Collected data entries:
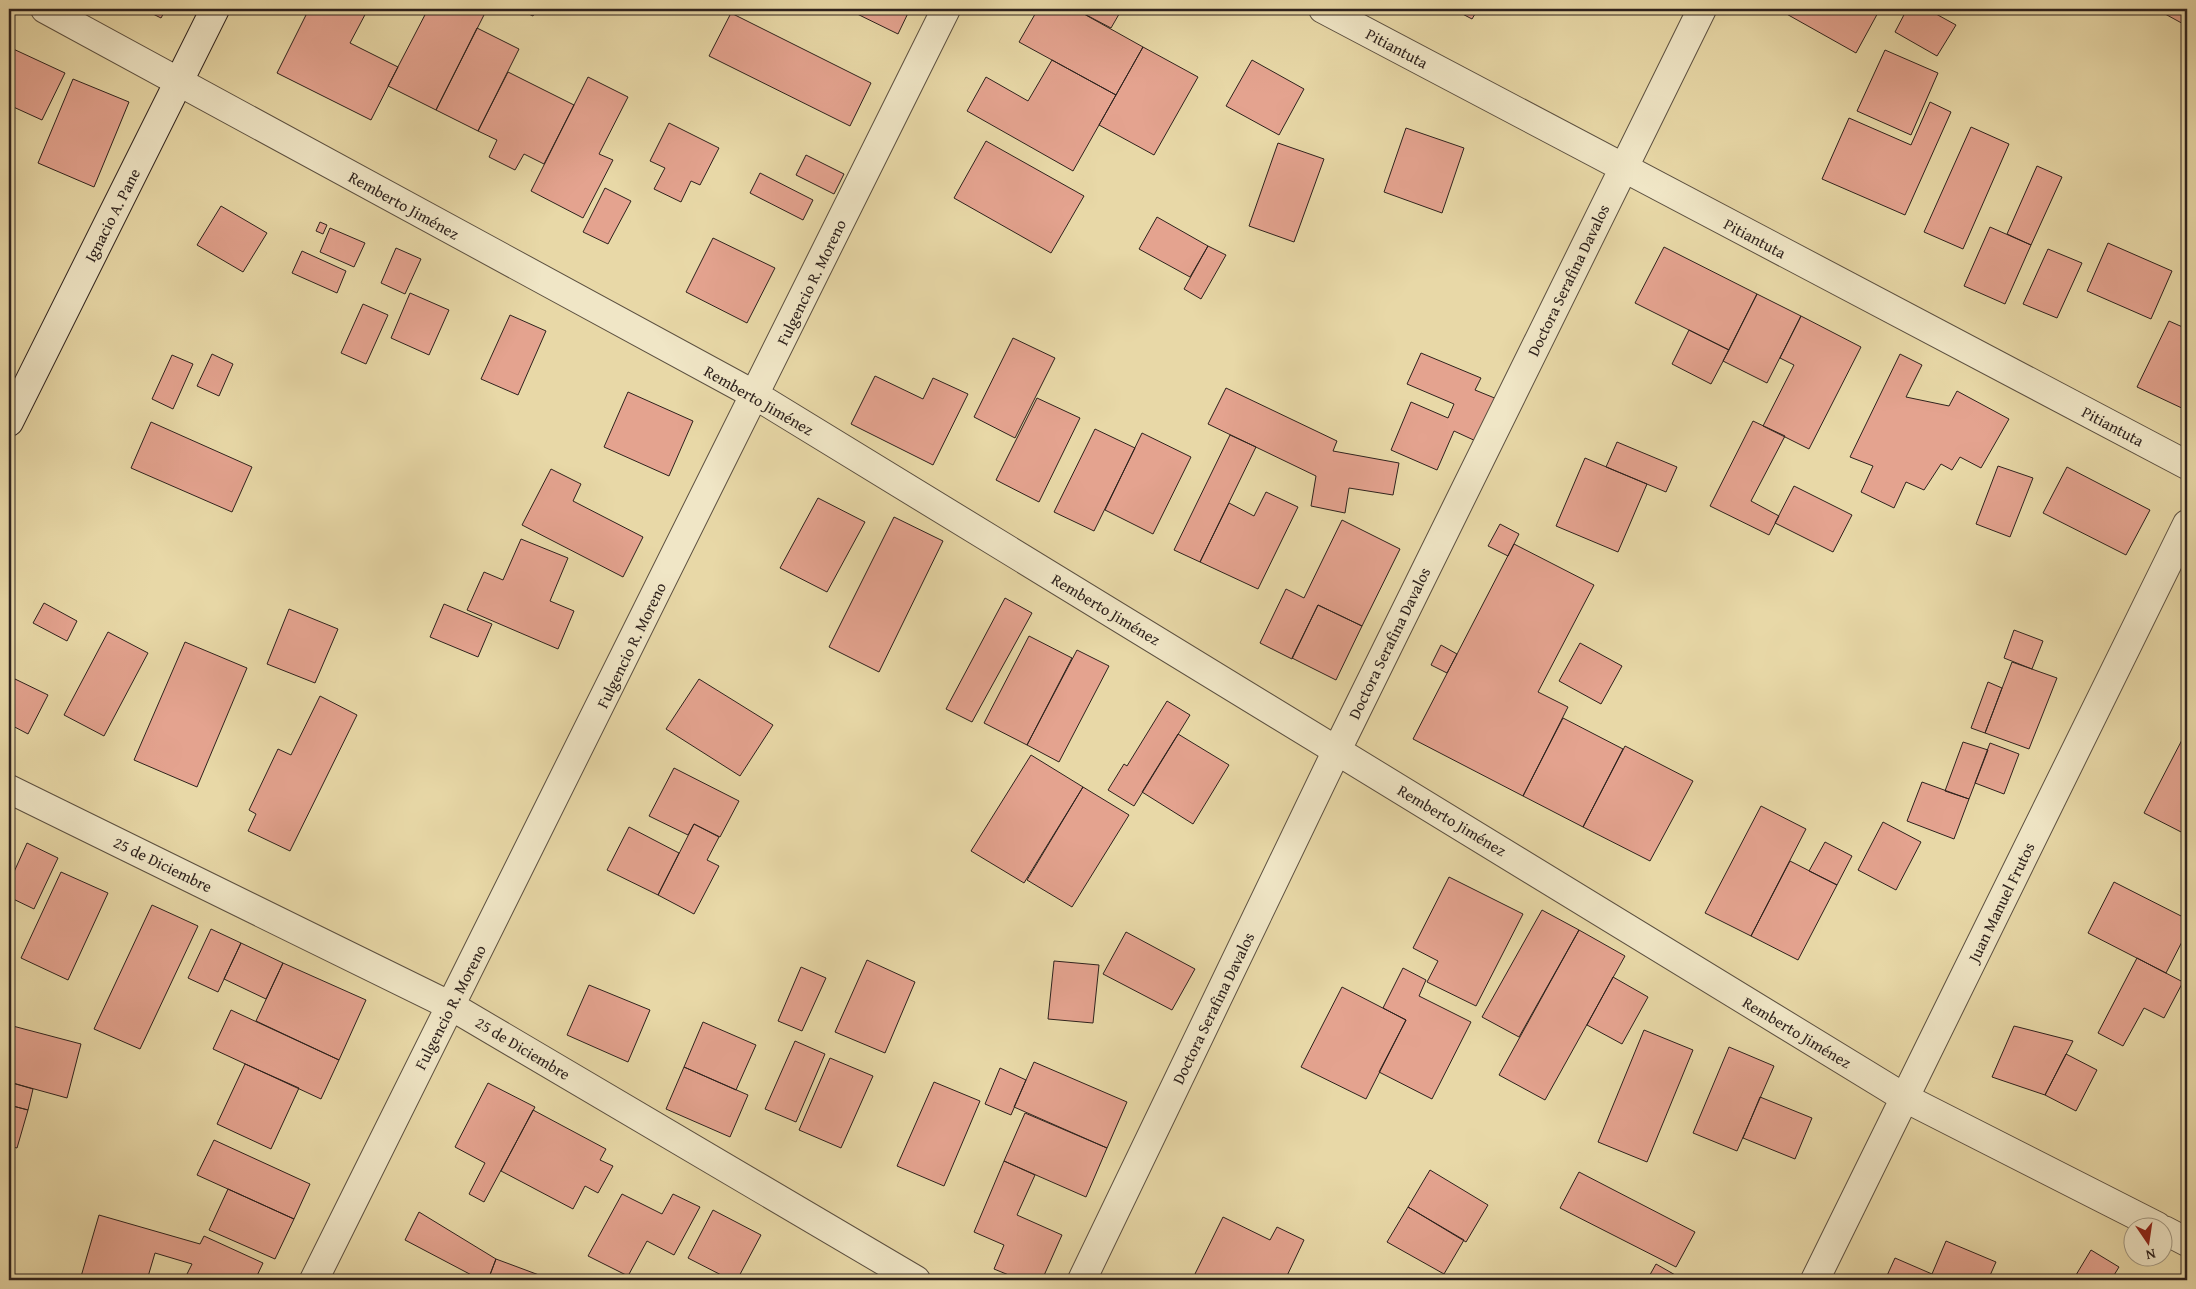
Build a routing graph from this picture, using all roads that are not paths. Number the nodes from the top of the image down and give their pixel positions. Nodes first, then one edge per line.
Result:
1 (45, 9) edge
2 (215, 9) edge
3 (946, 9) edge
4 (1323, 9) edge
5 (1702, 9) edge
6 (178, 82) junction
7 (1622, 168) junction
8 (755, 396) junction
9 (9, 422) edge
10 (2187, 465) edge
11 (2187, 524) edge
12 (1337, 750) junction
13 (9, 789) edge
14 (451, 1006) junction
15 (1905, 1098) junction
16 (2137, 1216) edge
17 (2174, 1235) edge
18 (2187, 1242) edge
19 (314, 1280) edge
20 (916, 1280) edge
21 (1082, 1280) edge
22 (1815, 1280) edge

1 - 6 street, Remberto Jiménez
2 - 6 street, Ignacio A. Pane
3 - 8 street, Fulgencio R. Moreno
4 - 7 street, Pitiantuta
5 - 7 street, Doctora Serafina Davalos
6 - 8 street, Remberto Jiménez
6 - 9 street, Ignacio A. Pane
7 - 10 street, Pitiantuta
7 - 12 street, Doctora Serafina Davalos
8 - 12 street, Remberto Jiménez
8 - 14 street, Fulgencio R. Moreno
11 - 15 street, Juan Manuel Frutos
12 - 15 street, Remberto Jiménez
12 - 21 street, Doctora Serafina Davalos
13 - 14 street, 25 de Diciembre
14 - 19 street, Fulgencio R. Moreno
14 - 20 street, 25 de Diciembre
15 - 16 street, Remberto Jiménez
15 - 22 street, Juan Manuel Frutos
17 - 18 street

* EXERCISE GOAL
Go through the entries and count the lines where the word "Manuel" appears; give only the count.

* RESPONSE BELOW
2